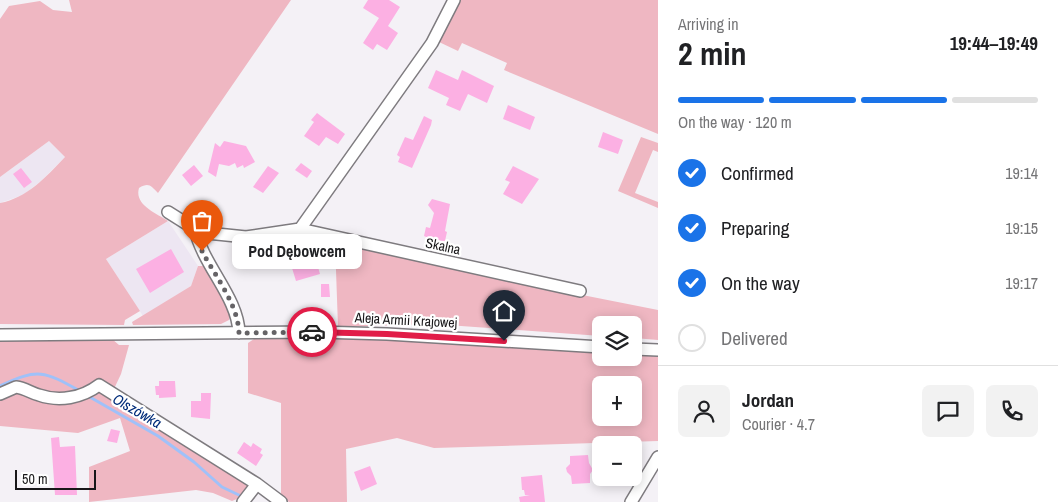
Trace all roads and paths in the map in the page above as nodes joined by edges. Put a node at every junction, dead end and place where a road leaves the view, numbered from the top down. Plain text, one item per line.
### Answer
1 (454, 0) edge
2 (168, 212) dead end
3 (195, 229) junction
4 (300, 229) junction
5 (580, 291) dead end
6 (239, 333) junction
7 (0, 335) edge
8 (592, 346) edge
9 (642, 349) edge
10 (658, 350) edge
11 (0, 394) edge
12 (658, 457) edge
13 (254, 488) junction
14 (243, 502) edge
15 (281, 502) edge
16 (631, 502) edge

1 - 4 street
2 - 3 street, Skalna
3 - 4 street, Skalna
3 - 6 street
4 - 5 street, Skalna
6 - 7 street, Aleja Armii Krajowej
6 - 8 street, Aleja Armii Krajowej
9 - 10 street
11 - 13 street
12 - 16 street
13 - 14 street
13 - 15 street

________________

Work item → The answer must be an exact copy of the records above, with the pictures left out.

Output of the exercise →
Trace all roads and paths in the map in the page above as nodes joined by edges. Put a node at every junction, dead end and place where a road leaves the view, numbered from the top down. Plain text, one item per line.
### Answer
1 (454, 0) edge
2 (168, 212) dead end
3 (195, 229) junction
4 (300, 229) junction
5 (580, 291) dead end
6 (239, 333) junction
7 (0, 335) edge
8 (592, 346) edge
9 (642, 349) edge
10 (658, 350) edge
11 (0, 394) edge
12 (658, 457) edge
13 (254, 488) junction
14 (243, 502) edge
15 (281, 502) edge
16 (631, 502) edge

1 - 4 street
2 - 3 street, Skalna
3 - 4 street, Skalna
3 - 6 street
4 - 5 street, Skalna
6 - 7 street, Aleja Armii Krajowej
6 - 8 street, Aleja Armii Krajowej
9 - 10 street
11 - 13 street
12 - 16 street
13 - 14 street
13 - 15 street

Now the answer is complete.